Isto significa para eles que o Buda não pode ser algo externo, não pode estar fora. No Budismo Shin poderíamos dizer que se o Buda Amida aparecer na sua frente, em seu quarto durante a recitação, esse não é o verdadeiro Amida, é apenas uma projeção sua e por isso tem que transcendê-la….. compreender que até a natureza do Buda é o Vazio (Shunya) que é a natureza do Dharma.

[[[Diga ai, que achas??]]]

Acho que esse papo foi proveitoso. Um grande abraço e gasshô.

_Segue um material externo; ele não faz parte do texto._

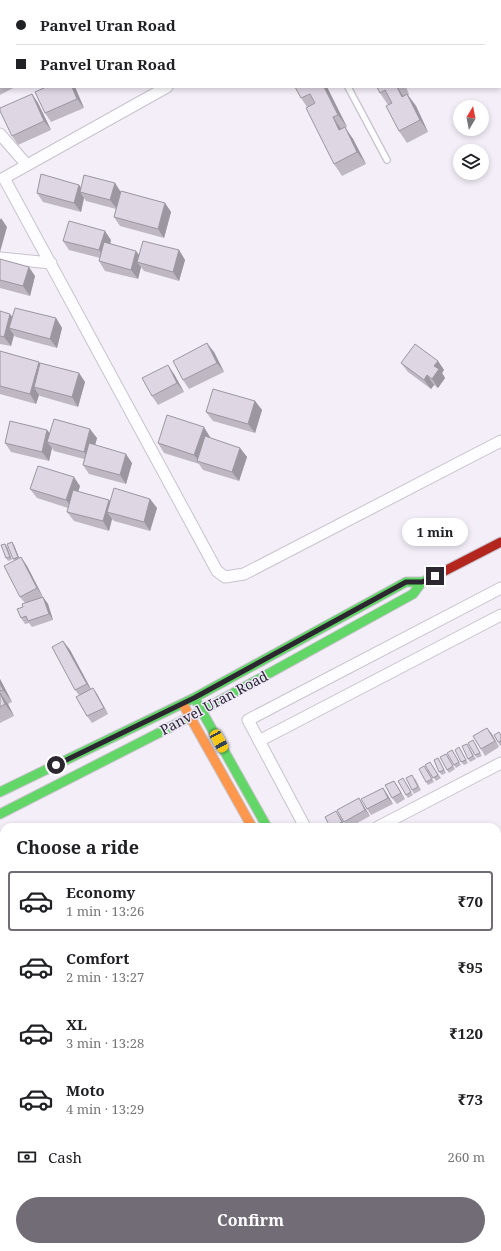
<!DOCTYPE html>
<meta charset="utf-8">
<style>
body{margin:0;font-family:"Noto Serif",serif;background:#f2f2f2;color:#202124;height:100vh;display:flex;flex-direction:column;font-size:15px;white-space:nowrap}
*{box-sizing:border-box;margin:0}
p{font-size:13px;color:#757577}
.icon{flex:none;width:22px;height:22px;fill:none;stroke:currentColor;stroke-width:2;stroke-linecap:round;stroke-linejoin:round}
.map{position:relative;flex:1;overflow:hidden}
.sheet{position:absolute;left:0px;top:823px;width:501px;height:428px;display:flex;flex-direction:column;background:#fff;border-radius:12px 12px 0 0;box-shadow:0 2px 6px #0003}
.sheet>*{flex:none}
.top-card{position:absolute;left:0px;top:0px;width:501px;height:88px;box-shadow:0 2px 6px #0003;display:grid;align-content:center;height:88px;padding:0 16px;background:#fff}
.needle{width:26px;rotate:10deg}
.fabs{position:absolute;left:453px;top:100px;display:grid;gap:8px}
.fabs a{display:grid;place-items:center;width:36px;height:36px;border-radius:50%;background:#fff;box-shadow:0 2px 6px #0003;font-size:20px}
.end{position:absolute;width:18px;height:18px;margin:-9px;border:5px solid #2b262f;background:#fff;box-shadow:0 0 0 2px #fff}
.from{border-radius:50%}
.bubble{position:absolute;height:28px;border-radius:14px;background:#fff;box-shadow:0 2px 6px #0003;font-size:13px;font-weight:700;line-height:28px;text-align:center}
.car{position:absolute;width:12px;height:24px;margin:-12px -6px;border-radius:5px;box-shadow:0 0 3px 1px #0007;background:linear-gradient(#f5c518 24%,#345 0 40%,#f5c518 0 76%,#345 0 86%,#f5c518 0)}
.top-card b{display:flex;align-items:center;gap:14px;height:38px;font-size:15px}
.top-card b+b{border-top:1px solid #e0e0e0}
.top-card i{width:10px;height:10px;background:#202124}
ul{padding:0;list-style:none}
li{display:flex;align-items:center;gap:12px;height:60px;margin:0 8px 6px;padding:0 8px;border:2px solid transparent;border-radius:4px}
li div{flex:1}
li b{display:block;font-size:15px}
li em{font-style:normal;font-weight:700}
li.current{border-color:#716c75}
li>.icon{width:36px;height:36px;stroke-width:1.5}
h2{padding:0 16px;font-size:18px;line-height:48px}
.pay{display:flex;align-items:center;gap:10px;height:44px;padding:0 16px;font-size:15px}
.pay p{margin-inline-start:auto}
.action{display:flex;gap:8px;margin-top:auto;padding:8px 16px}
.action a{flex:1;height:46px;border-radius:24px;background:#716c75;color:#fff;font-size:16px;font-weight:700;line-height:46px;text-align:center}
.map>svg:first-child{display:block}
.built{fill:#f0e5fa}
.green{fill:#cfdbb4}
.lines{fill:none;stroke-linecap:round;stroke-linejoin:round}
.lane-casing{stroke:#c8c3cd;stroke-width:8}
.street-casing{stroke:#c8c3cd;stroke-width:13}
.fast-casing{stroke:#c8c3cd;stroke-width:11}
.slow-casing{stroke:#c8c3cd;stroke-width:11}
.jam-casing{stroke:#c8c3cd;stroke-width:11}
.lane{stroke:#fdfcfe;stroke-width:5.5}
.street{stroke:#fdfcfe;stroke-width:11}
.fast{stroke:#63d668;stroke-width:9}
.slow{stroke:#ff974d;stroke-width:9}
.jam{stroke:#b3261e;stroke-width:9}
.rail-casing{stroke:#c7c5c8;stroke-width:4.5}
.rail{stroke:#f3e9fd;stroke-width:3;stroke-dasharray:9;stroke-linecap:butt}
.wall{fill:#bfb8c3}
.shaded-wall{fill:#9b969f}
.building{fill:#ded6e3;stroke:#9b969f}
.route{stroke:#2b262f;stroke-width:5}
.labels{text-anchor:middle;stroke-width:3;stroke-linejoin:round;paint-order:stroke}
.street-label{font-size:14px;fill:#2b262f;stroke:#f3e9fd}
</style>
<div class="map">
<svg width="501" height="1251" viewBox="0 0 501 1251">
<rect width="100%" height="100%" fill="#f3eef8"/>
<!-- built -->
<path class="built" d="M497 865 501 872V1016L497 1018Z"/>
<!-- green -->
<path class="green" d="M497 887 501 895V938L497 941Z"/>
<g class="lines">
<!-- lane casing -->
<g class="lane-casing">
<path id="lane" d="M348 87 387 160"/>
</g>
<!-- street casing -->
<g class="street-casing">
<path id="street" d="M472 0 475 1
M321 1 323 0
M500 5H501
M167 87 4 178 217 571 225 577 244 574 501 441
M0 134 27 165
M0 258 51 263
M259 741 501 615
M305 827 248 720 501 588
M378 827 501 763
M0 957 4 942
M497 1029 501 1027
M497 1050 501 1048"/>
</g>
<!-- fast casing -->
<g class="fast-casing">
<path id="fast" d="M195 699 267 827
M0 792 194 698 406 582H422
M0 814 190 717 413 594 422 582 435 576
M497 1239 501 1246"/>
</g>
<!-- slow casing -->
<g class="slow-casing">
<path id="slow" d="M184 706 252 827"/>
</g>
<!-- jam casing -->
<g class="jam-casing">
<path id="jam" d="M435 576 501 542
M486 1247 488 1251"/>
</g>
<!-- lane -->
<use href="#lane" class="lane"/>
<!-- street -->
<use href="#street" class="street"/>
<!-- fast -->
<use href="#fast" class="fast"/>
<!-- slow -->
<use href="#slow" class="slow"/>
<!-- jam -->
<use href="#jam" class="jam"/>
<!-- rail casing -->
<g class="rail-casing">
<path id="rail" d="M497 1106 501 1104
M497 1122 501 1120
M497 1140 501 1138
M497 1183 501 1180
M232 1251 239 1247
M261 1251 268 1247
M296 1251 303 1247
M397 1251 402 1247"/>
</g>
<!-- rail -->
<use href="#rail" class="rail"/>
</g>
<!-- wall -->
<path class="wall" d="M124 0H168V1H125Z
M188 0H226V1H192Z
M229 0H268V1H233Z
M299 0H306L304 1H300Z
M0 57H1V87H15L0 95Z
M75 87 84 108 51 122 45 113Z
M295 87H327L347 127 345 128 353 139 366 164 342 176 334 164 307 107 301 98Z
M377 87H406L409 94 408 95 416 106 428 132 407 143 399 131 388 105 380 93Z
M32 94 38 103 51 130 18 145 12 136Z
M115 183 121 192 165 203 171 212 164 238 120 226 114 217 116 209 86 201 84 198 81 212 43 202 37 193 79 185 81 188Z
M111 240 110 243 139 255 179 250 185 260 179 281 144 271 141 267 138 279 105 271 99 261 100 258 69 250 63 241Z
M0 259 35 276 30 296 0 288Z
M0 311 12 317 56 318 62 328 57 348 16 337 14 335 11 346 0 344Z
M0 351 39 362 40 364 79 373 85 382 78 407 40 396 39 395 36 404 0 394Z
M214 352 224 372 189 389 183 380Z
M438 361 444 370 442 373 445 378 438 388 434 385 431 389 408 372 401 363Z
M174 374 184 392 158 405 152 396Z
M255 401 262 410 255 433 213 421 206 412Z
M47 430 50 433 97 438 95 445 132 463 126 484 89 474 83 465 84 459 54 451 52 448 49 461 11 452 5 443Z
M210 437V438L240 448 247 457 239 481 203 470 199 464 164 453 158 443Z
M80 486 78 492 109 500 110 502 150 499 157 508 150 531 114 521 112 519 109 531 74 521 67 512 68 508 37 498 30 489Z
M14 545 19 558 21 557 27 566 43 597 48 604 53 620 32 627 29 623 25 624 21 618 23 607 25 603 20 597 14 560 13 559Z
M7 547 12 560 8 561 6 558Z
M63 641 70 650 91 689 97 694 108 714 92 723 87 716 79 695 75 690Z
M0 679 12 702 8 704 14 716 0 723Z
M487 728 499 747 485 756 481 749Z
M501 734V745L500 746 498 742Z
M475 743 482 756 477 758 475 755Z
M459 747 468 763 464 765 461 762Z
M469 747 476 759 470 762 468 759Z
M452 750 461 765 456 768 454 765Z
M448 757 455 769 449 773 447 770Z
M438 758 446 773 442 775 439 772Z
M430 762 441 778 436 781 425 765Z
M427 769 434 782 428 785 426 782Z
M415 778 421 790 414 794 412 790Z
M394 781 405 799 397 804 392 798Z
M405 781 413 795 408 798 406 795Z
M383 788 387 794 393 804 371 815 367 809Z
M359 798 363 805 370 816 350 827H347L344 822Z
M340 817 346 827H330Z
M501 926V962H500L501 965V999L497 1002V928Z"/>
<!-- shaded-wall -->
<path class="shaded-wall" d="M160 0H168V1H160Z
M218 0H226V1H219Z
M260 0H268V1H260Z
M72 87H75L84 108 77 99Z
M324 87H327L347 127 338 115Z
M397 87 404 97H402Z
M32 94 38 103 51 130 44 121Z
M407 94 416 106 428 132 420 120Z
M333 117 341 129 339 130Z
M345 127 353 139 366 164 357 152Z
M115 183 121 193 117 209 110 200Z
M79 185 85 193 80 192 84 198 81 212 74 203Z
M165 203 171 212 164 238 158 229Z
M1 218 7 227 0 252V220Z
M105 231 111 240 106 260 99 250Z
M179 250 185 260 179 281 173 272Z
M136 251 143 260 137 262 141 267 138 279 131 270Z
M29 267 35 276 30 296 23 286Z
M10 314 17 323 9 328 14 335 11 346 4 337Z
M56 318 62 328 57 348 50 339Z
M207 343 214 352 224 372 217 363Z
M438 361 444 370 442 373 445 378 438 388 432 379 434 366Z
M39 362 45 371 34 387 39 395 36 404 30 394Z
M168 365 174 374 184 392 177 383Z
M79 373 85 382 78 407 72 397Z
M427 375 434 385 431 389 424 380Z
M255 401 262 410 255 433 248 424Z
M204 427 210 437 202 462 199 461 194 455Z
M90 429 97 438 91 461 84 452Z
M47 430 54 439 47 442 52 448 49 461 42 452Z
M240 448 247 457 239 481 232 472Z
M126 454 132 463 126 484 120 475Z
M74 477 80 486 73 509 66 500Z
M150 499 157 508 150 531 144 522Z
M109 500 115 509 107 512 112 519 109 531 103 521Z
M12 542 14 545 20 560 18 557Z
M5 544 7 547 12 560 10 557Z
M21 557 27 566 43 597 37 588Z
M43 597 48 604 53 620 49 614Z
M63 641 70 650 93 693 87 684Z
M0 679 12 702 3 690 0 683Z
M93 688 97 694 108 714 104 708Z
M0 693 8 704 14 716 5 704Z
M487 728 492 734 499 747 495 741Z
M394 781 398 787 405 799 401 793Z
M383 788 387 794 393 804 388 798Z
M359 798 363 805 370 816 365 810Z
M336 811 340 817 346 827 342 822Z
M497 958 501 965V968L497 960Z"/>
<!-- building -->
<path class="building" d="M79 0H120V1H78Z
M134 0H160V1H139Z
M0 57H1V82H0Z
M46 87H72L77 99 45 113 35 92Z
M295 87H324L338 115 333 117 339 130 345 127 357 152 334 164 306 108 315 103 310 94 301 98Z
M377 87H397L402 97 407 94 420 120 399 131 386 106 392 103 385 90 380 93Z
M32 94 44 121 12 136 0 111V108Z
M41 174 79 185 74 203 37 193Z
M84 175 115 183 110 200 80 192Z
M121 191 165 203 158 229 114 217Z
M69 221 105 231 99 250 63 241Z
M143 241 179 250 173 272 137 262Z
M104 242 136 251 131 270 99 261Z
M0 259 29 267 23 286 0 280Z
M15 308 56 318 50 339 9 328Z
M0 311 10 314 4 337 0 336Z
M207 343 217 363 183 380 173 361Z
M415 344 438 361 434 366 439 369 432 379 427 375 424 380 401 363Z
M0 351 39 362 30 394 0 386Z
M40 363 79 373 72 397 34 387Z
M168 365 177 383 152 396 142 378Z
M213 389 255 401 248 424 206 412Z
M167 415 204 427 194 455 158 443Z
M54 419 90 429 84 452 47 442Z
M10 421 47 430 42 452 5 443Z
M205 436 240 448 232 472 197 461Z
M89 443 126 454 120 475 83 465Z
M38 466 74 477 66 500 30 489Z
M114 488 150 499 144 522 107 512Z
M73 490 109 500 103 521 67 512Z
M12 542 18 557 13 559 7 544Z
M5 544 10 557 6 558 1 545Z
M21 557 37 588 20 597 4 566Z
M43 597 49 614 28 621 26 616 21 618 17 609 23 607 22 604Z
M63 641 87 684 75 690 52 647Z
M0 683 3 690 0 691Z
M93 688 104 708 87 716 76 697Z
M0 693 5 704 0 707Z
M487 728 495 741 481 749 473 736Z
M499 732 501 735V741L498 742 494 735Z
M473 740 480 753 475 755 468 743Z
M467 744 473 756 468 759 462 746Z
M459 747 466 760 461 762 455 750Z
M452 750 459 762 454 765 447 753Z
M446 754 453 766 447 770 440 757Z
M438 758 444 770 439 772 434 760Z
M430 762 438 775 433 778 425 765Z
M424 766 432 779 426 782 419 769Z
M412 775 418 787 412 790 406 778Z
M403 778 411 792 406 795 398 781Z
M394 781 401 793 392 798 385 785Z
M383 788 388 798 367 809 361 799Z
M359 798 365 810 344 822 337 810Z
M336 811 342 822 333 827H330L325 817Z
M501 926V949L497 951V928Z
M497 960 500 967H501V987L497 989Z"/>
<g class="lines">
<!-- route -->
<path class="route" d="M56 765 194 698 406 582H422L435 576"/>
</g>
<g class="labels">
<!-- street labels -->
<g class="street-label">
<text transform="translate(214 703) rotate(-28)" y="5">Panvel Uran Road</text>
</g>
</g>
</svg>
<div class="fabs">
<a><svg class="needle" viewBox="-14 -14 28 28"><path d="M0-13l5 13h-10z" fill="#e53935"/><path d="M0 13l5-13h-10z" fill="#757577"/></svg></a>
<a><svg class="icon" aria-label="layers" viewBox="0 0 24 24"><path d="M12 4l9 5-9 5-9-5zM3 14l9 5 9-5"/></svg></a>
</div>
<i class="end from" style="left:56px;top:765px"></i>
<i class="end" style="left:435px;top:576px"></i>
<div class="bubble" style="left:402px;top:518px;width:66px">1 min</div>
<i class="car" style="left:219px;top:741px;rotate:151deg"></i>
<div class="top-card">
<b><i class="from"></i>Panvel Uran Road</b>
<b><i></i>Panvel Uran Road</b>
</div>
<section class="sheet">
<h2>Choose a ride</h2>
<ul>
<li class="current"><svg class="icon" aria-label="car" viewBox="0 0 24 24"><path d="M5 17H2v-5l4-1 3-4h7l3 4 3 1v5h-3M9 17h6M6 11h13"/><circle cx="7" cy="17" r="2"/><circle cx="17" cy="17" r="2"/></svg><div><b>Economy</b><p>1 min · 13:26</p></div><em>₹70</em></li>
<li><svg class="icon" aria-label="car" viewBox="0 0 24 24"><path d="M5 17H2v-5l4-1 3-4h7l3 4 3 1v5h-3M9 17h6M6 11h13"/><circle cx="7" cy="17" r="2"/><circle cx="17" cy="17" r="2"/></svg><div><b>Comfort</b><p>2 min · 13:27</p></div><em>₹95</em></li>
<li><svg class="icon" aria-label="car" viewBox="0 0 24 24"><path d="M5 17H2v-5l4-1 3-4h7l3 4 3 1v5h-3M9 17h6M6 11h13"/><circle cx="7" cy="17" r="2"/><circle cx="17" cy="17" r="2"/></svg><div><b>XL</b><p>3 min · 13:28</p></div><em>₹120</em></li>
<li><svg class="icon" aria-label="car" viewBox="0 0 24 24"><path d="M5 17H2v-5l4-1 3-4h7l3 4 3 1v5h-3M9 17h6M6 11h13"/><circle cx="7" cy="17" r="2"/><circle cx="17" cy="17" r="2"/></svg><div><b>Moto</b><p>4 min · 13:29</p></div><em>₹73</em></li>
</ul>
<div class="pay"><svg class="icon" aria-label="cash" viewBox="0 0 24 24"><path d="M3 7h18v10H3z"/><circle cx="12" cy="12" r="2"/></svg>Cash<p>260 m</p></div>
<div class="action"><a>Confirm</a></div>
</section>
</div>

Rev. Wagner (Sh. Haku-Shin)

15/01/1960 – 27/03/2022

Namu Amida Butsu

Esta é a imagem que guardarei, o Dharma vivido alegremente nas mesas e conversas! O meu lado, outra pessoa incrível que também foi para a Terra Pura em 2021, Reva. Leninha. Do outro lado, Reva. Sayuri, minha irmã amada que trilhou por vinte anos ao lado de seu marido, amigo e irmão de Dharma. Aqui estávamos num restaurante em Quioto, em 2014, por conta de um treinamento de ritualística.